The Facenet VAE employs a much fancier approach to compute the loss, which in fact allows for extremely granular control over features of the generated image. The learnt latent vector, in fact, allows modifying facial attributes of an image (and hence is appropriately named attribute vector).
I will skip explaining VAEs in detail in this post to save up on space. This blog by Lilian Weng does a great job at explaining autoencoders and other variants, including VAE. Would really recommend having a look if this piques your interest.
Learning with Genetic Algorithm
The genetic algorithm is a fascinating evolutionary algorithm inspired by natural selection. It is an iterative process, each iteration comprising of a population of individuals (called a generation). Each individual is represented by a vector of genes called chromosome. The goal is to search for a set of chromosomes which are the best, according to some criterion.
Each generation gives rise to a set of chromosomes in the next iteration of GA. This is done via two techniques, known as cross-over and mutation. A crossover takes place between two parents and generates a chromosome (child) with genes taken both the parents. This combination can be done randomly, or via selecting certain contiguous segments of the parents' chromosome. Mutation generates a child by taking a chromosome (parent) and randomly changing any one of its genes.
Survival of the fittest
We generally restrict the population size at each generation. Not doing so would make the population grow exponentially, making it computationally impossible to simulate. This is done by using a fitness function and selecting those individuals with the highest fitness score. In the beginning, we randomly generate a set of chromosomes. At every generation, we expect to have a set of chromosomes that have a higher (or at least equal) fitness score compared to the chromosomes in the previous generation. This process allows us to gradually reach a target chromosome.
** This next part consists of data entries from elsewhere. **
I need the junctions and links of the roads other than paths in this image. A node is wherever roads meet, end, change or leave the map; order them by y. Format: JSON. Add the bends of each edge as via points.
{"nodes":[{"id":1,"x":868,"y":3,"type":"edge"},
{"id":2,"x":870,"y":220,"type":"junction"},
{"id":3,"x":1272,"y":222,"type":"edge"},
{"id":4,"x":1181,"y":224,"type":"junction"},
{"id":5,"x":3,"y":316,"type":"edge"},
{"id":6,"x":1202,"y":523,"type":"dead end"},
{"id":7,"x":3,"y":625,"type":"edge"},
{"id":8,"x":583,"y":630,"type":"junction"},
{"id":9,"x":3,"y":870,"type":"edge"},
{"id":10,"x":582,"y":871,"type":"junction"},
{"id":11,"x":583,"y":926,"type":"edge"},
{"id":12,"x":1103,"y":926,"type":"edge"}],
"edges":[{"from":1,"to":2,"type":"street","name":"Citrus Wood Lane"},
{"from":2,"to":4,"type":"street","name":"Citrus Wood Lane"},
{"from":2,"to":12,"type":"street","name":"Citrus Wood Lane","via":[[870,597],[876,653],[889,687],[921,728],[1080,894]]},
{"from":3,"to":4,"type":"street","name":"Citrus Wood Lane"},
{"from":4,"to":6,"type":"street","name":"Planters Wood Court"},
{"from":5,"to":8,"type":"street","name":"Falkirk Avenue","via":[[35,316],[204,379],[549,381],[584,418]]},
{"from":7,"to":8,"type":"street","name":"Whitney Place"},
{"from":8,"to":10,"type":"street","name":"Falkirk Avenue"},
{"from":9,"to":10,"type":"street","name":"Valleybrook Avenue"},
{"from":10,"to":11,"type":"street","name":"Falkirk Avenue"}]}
The description of GA above is very brief, would recommend this blog by Burak Kanber for a detailed write-up.
Using GA with the Facenet VAE
In our GA formulation, we consider the latent vector used to generate images in the Facenet autoencoder as the chromosome of an individual in the population. We make use of the pre-trained Facenet decoder, passing the chromosome as input to generate an image. Starting off from a population of randomly initialized chromosome attribute vector, we would expect to gradually improve upon the generated image until it becomes the target image.
At each step, we generate a set of images and ask the user to select the top-k best (this can be thought of as the fitness function). Using this set, we generate the next generation of chromosomes (attribute vectors). It is important to note that the fitness function is not applied directly on the individuals in a population (since there is no target latent vector, only a target image).
For our experiment, due to the absence of a user, we chose a target image and then for each chromosome in a population, we calculate the fitness as follows. The chromosome is first decoded into an image, and then the fitness is calculated by taking the inverse of the MSE between the image generated and the target image. Let g(z)
be the generator function (the Facenet decoder) which generates the image I
after taking z
as an input. If the target image is T
, we calculate the fitness as the inverse of MSE(I, T)
, i.e. the inverse of MSE(I, g(z))
.
Below are the images with the highest fitness function at different generations. We see how we slowly move towards a latent vector which generates the required smile.
In another scenario, a user can choose the top few images that he/she thinks is ideal, which can form the next generation of individuals. This way, the user can gradually improve upon how he/she wants the attributes in the image to look like.